Introduction
Pseudopheochromocytoma (ps-pheo) is a condition presented with paroxysmal or episodic hypertension accompanied by headache, chest pain, pallor, diaphoresis, nausea, and palpitations which are not connected to any specific triggers [1–3]. It usually occurs in women aged 40–50. Patients generally have a history of trauma or abuse [1, 4]. After the episode patients usually experience fatigue [3]; blood pressure is normal or slightly increased between onsets [5]. Those symptoms usually raise suspicion of pheochromocytoma [1].
Contrary to adrenal tumors, patients with ps-pheo show no abnormalities or slight increase in biochemical findings such as 24-hour urine fractionated metanephrine and catecholamine levels or/and plasma fractionated metanephrine levels [4]. Ps-pheo is a diagnosis of exclusion as it requires further examination. Additionally, negative abdominal imaging for an adrenal tumor supports the diagnosis [5]. Differential diagnosis of ps-pheo includes panic disorder, post-traumatic stress disorder (PTSD), labile hypertension and others [5].
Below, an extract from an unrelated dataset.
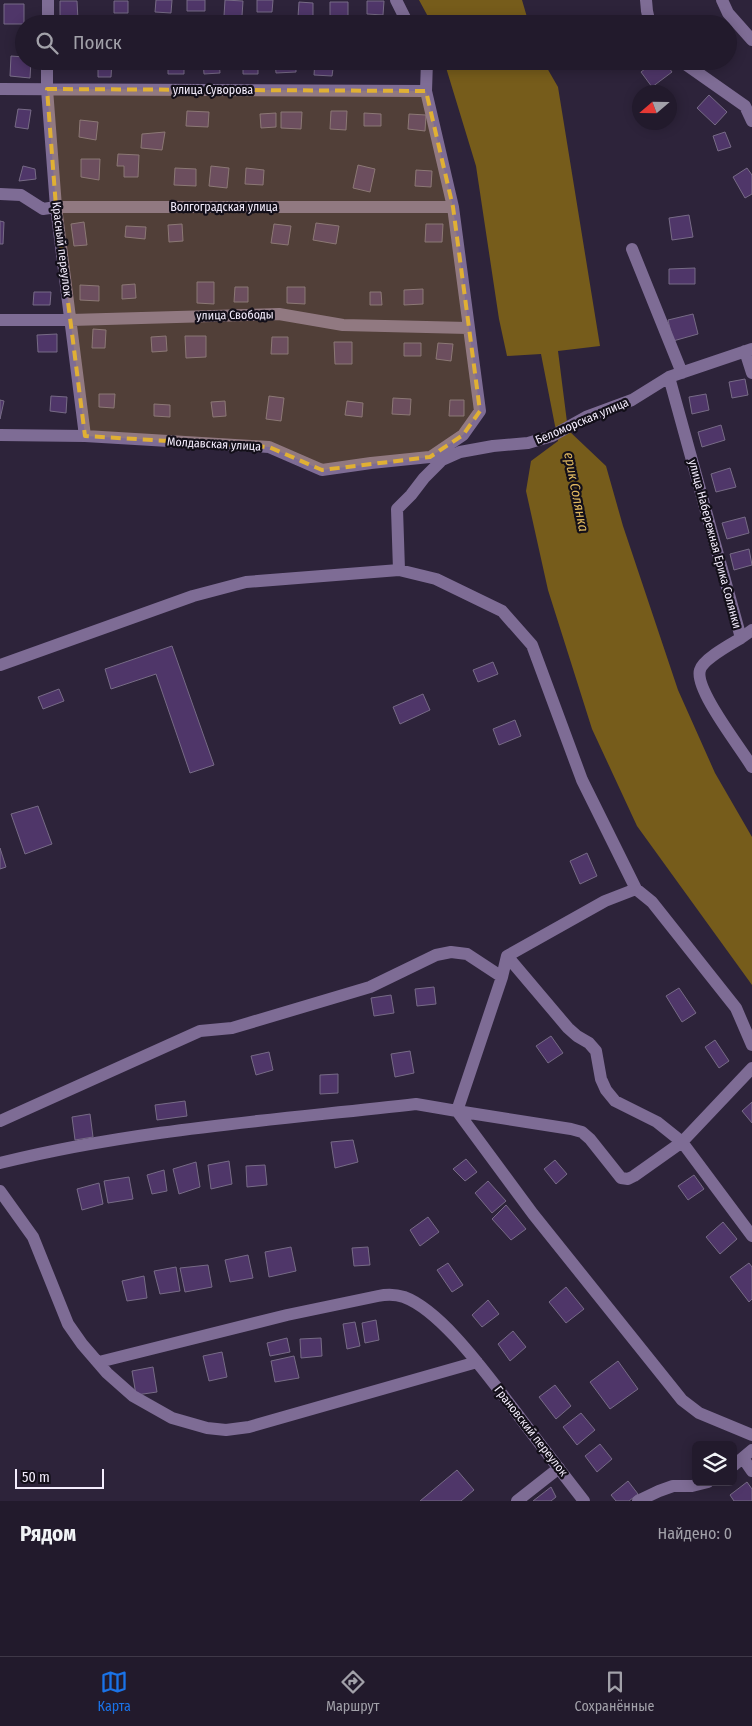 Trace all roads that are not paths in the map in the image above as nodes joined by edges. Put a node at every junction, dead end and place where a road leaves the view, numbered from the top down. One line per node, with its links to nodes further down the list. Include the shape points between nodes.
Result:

Pathophysiology of ps-pheo is still unknown; however, the latest study indicated that increased cardiovascular responsiveness to catecholamines is accompanied by epinephrine secretion stimulated by the sympathetic nervous system (SNS). Mann et al. also concluded that SNS is composed of two paths, one stimulated by adrenal glands causing an increased level of epinephrine and the other by neural activity which stimulates the secretion of noradrenaline [6].
Ps-pheo symptoms imitate those of adrenal medullary tumors, yet patients require different treatments. This can pose a problem for physicians and lead to the mismanagement of their patients. The condition significantly affects the life quality [1, 7] in patients as paroxysmal hypertension leads to a higher number of hospitalizations.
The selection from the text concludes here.